• Data shown:
━━━━━━━━━━
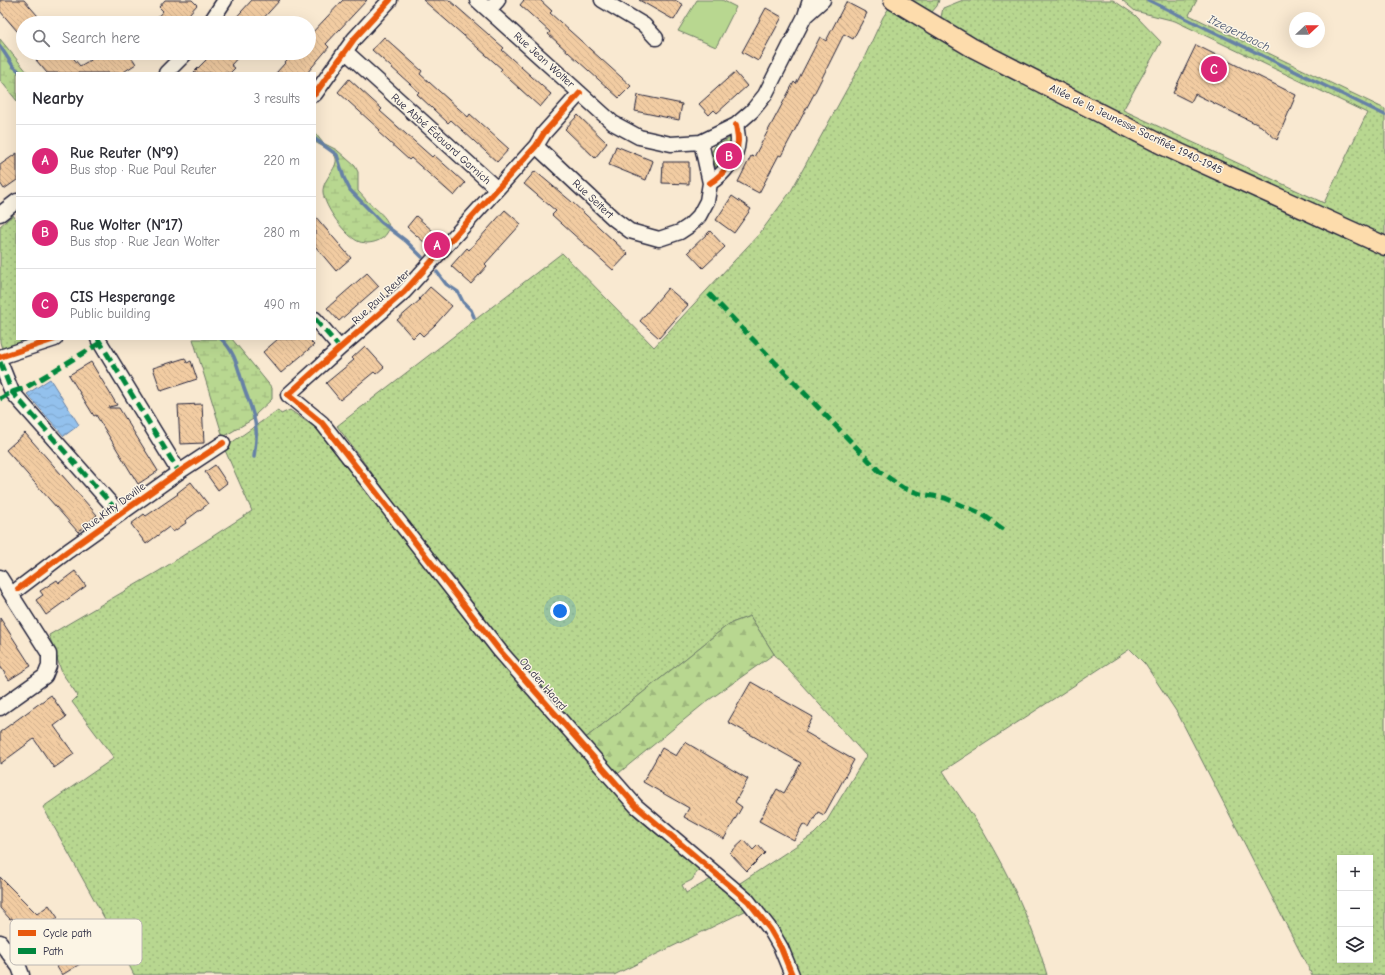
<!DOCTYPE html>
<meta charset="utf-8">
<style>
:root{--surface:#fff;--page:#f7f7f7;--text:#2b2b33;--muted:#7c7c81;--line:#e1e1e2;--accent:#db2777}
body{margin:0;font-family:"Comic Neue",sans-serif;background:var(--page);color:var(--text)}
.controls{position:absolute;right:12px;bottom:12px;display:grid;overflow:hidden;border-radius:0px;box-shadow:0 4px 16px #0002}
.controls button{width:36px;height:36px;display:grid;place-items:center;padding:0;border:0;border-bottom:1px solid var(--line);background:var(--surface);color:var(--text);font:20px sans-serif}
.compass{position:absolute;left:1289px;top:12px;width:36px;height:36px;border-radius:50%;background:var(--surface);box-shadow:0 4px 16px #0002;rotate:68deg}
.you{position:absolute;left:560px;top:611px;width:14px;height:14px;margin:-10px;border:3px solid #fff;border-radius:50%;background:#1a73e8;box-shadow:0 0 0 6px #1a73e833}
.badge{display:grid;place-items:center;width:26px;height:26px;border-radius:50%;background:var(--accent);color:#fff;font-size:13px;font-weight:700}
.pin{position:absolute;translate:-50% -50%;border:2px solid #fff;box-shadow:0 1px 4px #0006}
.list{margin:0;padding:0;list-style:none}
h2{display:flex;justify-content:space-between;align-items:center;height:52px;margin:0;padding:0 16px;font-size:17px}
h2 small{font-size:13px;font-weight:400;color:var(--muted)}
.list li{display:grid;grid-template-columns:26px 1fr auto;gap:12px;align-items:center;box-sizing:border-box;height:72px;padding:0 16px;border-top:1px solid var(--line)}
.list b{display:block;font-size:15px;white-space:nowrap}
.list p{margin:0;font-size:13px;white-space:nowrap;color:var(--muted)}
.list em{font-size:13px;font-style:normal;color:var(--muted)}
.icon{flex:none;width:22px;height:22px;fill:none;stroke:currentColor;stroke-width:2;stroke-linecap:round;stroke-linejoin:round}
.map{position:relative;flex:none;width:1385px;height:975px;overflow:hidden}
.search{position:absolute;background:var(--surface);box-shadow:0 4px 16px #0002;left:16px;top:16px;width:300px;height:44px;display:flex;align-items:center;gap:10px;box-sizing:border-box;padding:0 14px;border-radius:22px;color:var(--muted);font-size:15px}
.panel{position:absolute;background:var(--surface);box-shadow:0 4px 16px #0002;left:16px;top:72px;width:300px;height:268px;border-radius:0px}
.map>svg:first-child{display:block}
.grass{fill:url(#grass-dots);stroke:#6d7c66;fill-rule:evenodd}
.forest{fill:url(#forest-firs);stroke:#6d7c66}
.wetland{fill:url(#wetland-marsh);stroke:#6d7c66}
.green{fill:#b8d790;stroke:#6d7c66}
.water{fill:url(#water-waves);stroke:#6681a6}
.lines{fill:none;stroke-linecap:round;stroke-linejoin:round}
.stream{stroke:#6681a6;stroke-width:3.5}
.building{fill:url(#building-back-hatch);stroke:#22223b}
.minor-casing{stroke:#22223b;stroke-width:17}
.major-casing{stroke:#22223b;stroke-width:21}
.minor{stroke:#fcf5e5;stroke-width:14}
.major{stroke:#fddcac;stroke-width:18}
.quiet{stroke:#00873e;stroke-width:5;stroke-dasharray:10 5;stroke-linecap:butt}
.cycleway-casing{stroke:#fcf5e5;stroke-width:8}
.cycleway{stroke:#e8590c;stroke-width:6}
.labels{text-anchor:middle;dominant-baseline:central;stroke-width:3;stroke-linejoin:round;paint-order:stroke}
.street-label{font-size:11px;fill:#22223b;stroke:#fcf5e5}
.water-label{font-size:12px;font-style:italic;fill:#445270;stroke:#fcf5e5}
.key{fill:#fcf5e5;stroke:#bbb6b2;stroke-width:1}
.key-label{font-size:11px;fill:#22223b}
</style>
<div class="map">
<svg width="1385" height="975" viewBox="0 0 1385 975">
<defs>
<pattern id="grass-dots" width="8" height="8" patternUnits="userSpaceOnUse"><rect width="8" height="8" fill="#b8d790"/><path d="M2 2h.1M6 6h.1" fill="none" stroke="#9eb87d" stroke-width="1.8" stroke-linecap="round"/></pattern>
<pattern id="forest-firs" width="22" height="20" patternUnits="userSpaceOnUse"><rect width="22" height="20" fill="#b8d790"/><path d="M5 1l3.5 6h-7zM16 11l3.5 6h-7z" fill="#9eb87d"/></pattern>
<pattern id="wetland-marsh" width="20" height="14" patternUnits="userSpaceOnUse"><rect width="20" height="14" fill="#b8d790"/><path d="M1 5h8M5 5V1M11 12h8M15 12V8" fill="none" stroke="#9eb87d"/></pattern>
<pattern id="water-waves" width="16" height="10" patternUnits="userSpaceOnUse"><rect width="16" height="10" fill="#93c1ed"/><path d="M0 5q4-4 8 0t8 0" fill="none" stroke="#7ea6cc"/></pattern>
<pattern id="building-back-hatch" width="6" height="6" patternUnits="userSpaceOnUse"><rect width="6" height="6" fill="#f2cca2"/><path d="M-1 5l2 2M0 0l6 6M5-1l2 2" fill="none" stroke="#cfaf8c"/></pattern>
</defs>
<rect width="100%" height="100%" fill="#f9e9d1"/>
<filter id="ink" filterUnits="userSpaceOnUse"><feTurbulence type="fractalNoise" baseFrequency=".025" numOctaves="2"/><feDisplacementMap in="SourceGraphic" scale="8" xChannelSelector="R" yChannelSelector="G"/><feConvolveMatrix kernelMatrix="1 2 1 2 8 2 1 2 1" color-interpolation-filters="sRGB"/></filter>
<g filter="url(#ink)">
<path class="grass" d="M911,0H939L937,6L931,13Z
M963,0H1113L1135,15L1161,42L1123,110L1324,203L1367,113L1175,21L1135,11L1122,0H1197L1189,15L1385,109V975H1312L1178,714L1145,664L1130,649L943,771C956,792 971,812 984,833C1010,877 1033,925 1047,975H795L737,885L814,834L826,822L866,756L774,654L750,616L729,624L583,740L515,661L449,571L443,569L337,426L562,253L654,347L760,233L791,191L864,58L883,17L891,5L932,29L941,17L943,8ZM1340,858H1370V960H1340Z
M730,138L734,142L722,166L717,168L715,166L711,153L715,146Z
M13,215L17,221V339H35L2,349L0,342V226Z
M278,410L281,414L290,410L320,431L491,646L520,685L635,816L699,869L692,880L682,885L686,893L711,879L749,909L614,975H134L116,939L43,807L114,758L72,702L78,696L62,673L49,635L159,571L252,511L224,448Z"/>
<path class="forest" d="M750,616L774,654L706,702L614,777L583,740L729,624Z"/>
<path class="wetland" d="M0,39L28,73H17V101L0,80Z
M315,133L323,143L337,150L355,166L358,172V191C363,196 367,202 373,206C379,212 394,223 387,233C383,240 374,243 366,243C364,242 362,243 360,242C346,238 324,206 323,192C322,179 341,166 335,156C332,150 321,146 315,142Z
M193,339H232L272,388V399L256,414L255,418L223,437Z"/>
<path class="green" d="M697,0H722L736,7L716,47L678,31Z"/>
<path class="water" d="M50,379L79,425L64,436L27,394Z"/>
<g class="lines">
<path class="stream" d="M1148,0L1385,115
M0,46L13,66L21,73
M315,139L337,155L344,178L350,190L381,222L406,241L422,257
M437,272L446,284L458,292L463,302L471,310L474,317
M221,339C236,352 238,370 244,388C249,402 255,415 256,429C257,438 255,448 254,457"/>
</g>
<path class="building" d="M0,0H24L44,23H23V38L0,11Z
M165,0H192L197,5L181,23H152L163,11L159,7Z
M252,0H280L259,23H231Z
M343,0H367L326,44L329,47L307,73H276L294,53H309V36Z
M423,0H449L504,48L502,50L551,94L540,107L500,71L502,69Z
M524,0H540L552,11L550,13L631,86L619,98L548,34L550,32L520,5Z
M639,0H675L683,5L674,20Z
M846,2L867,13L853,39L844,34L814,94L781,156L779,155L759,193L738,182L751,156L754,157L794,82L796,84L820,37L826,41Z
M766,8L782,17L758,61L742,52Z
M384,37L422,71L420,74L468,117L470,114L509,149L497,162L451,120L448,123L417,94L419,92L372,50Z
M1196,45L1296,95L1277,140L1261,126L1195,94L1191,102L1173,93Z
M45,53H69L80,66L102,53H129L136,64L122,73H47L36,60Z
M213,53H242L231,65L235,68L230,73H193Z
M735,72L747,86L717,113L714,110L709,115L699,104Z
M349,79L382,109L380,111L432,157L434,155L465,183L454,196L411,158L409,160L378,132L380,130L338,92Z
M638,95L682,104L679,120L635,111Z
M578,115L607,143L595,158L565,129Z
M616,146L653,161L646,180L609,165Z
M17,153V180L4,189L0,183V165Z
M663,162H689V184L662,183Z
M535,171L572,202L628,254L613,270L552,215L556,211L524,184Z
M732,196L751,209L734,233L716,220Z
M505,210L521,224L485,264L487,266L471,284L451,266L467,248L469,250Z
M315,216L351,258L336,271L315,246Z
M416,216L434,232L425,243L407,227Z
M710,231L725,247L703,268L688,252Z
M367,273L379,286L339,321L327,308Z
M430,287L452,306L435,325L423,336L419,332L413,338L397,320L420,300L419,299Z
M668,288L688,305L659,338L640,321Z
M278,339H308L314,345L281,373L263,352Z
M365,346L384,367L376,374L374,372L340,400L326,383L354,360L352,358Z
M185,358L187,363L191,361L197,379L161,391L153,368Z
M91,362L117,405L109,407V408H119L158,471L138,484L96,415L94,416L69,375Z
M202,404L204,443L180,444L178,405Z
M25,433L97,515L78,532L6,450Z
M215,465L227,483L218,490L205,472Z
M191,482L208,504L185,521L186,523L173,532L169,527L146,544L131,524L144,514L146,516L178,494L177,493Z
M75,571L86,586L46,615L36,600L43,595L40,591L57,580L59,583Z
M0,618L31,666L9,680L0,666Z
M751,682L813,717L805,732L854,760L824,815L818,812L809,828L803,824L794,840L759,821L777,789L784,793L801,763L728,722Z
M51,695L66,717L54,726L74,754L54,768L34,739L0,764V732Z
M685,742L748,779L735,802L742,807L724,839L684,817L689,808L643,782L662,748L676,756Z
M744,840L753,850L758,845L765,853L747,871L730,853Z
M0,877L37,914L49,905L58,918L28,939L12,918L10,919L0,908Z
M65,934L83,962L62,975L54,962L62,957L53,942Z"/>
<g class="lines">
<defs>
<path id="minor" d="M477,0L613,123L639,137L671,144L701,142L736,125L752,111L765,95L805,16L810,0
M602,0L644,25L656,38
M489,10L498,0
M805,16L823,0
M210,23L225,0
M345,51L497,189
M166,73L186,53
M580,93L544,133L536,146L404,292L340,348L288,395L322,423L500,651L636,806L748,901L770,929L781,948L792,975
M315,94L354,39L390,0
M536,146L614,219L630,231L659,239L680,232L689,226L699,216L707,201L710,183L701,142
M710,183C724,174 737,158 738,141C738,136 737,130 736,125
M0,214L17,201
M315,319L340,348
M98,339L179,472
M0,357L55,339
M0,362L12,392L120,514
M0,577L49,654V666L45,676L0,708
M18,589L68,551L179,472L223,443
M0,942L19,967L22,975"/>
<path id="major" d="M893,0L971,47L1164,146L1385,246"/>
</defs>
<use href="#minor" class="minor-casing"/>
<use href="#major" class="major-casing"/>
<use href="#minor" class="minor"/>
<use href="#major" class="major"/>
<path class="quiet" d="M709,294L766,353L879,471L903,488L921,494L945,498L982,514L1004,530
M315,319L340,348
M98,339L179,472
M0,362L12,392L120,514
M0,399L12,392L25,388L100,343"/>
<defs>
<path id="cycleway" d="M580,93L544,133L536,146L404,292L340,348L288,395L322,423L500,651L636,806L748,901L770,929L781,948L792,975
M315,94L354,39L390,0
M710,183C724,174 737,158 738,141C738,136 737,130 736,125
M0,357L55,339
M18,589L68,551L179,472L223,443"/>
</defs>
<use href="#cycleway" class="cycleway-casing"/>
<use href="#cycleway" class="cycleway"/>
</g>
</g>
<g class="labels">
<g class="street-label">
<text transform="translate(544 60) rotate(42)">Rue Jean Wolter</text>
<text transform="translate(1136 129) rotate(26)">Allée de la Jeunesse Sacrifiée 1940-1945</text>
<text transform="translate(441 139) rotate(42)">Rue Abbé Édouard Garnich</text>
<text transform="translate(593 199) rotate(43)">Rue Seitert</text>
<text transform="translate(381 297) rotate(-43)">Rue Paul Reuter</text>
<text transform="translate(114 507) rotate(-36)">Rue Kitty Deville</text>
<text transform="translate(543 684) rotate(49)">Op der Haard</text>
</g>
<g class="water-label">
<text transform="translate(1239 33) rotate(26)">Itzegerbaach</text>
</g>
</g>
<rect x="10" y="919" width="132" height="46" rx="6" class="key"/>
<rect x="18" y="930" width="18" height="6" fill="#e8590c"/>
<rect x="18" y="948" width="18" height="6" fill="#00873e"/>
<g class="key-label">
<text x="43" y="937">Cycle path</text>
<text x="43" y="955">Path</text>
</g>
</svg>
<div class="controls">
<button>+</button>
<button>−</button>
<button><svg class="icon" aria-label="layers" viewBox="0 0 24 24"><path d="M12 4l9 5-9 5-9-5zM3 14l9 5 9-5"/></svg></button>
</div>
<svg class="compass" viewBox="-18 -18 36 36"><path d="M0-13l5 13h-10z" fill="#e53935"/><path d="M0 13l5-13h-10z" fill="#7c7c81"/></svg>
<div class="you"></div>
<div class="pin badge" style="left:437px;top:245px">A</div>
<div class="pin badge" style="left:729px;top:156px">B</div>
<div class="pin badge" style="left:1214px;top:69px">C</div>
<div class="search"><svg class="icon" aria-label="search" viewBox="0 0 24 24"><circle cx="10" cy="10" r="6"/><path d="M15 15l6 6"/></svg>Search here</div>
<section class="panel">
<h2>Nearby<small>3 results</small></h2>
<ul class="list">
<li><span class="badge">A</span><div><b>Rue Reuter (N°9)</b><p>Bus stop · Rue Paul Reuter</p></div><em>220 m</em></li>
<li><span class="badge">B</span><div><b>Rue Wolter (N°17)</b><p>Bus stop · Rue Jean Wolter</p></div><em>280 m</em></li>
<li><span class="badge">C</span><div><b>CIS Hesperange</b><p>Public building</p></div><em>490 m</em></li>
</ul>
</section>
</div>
━━━━━━━━━━
Output the number of lines in the records above that contain the string "controls", and no other text.

3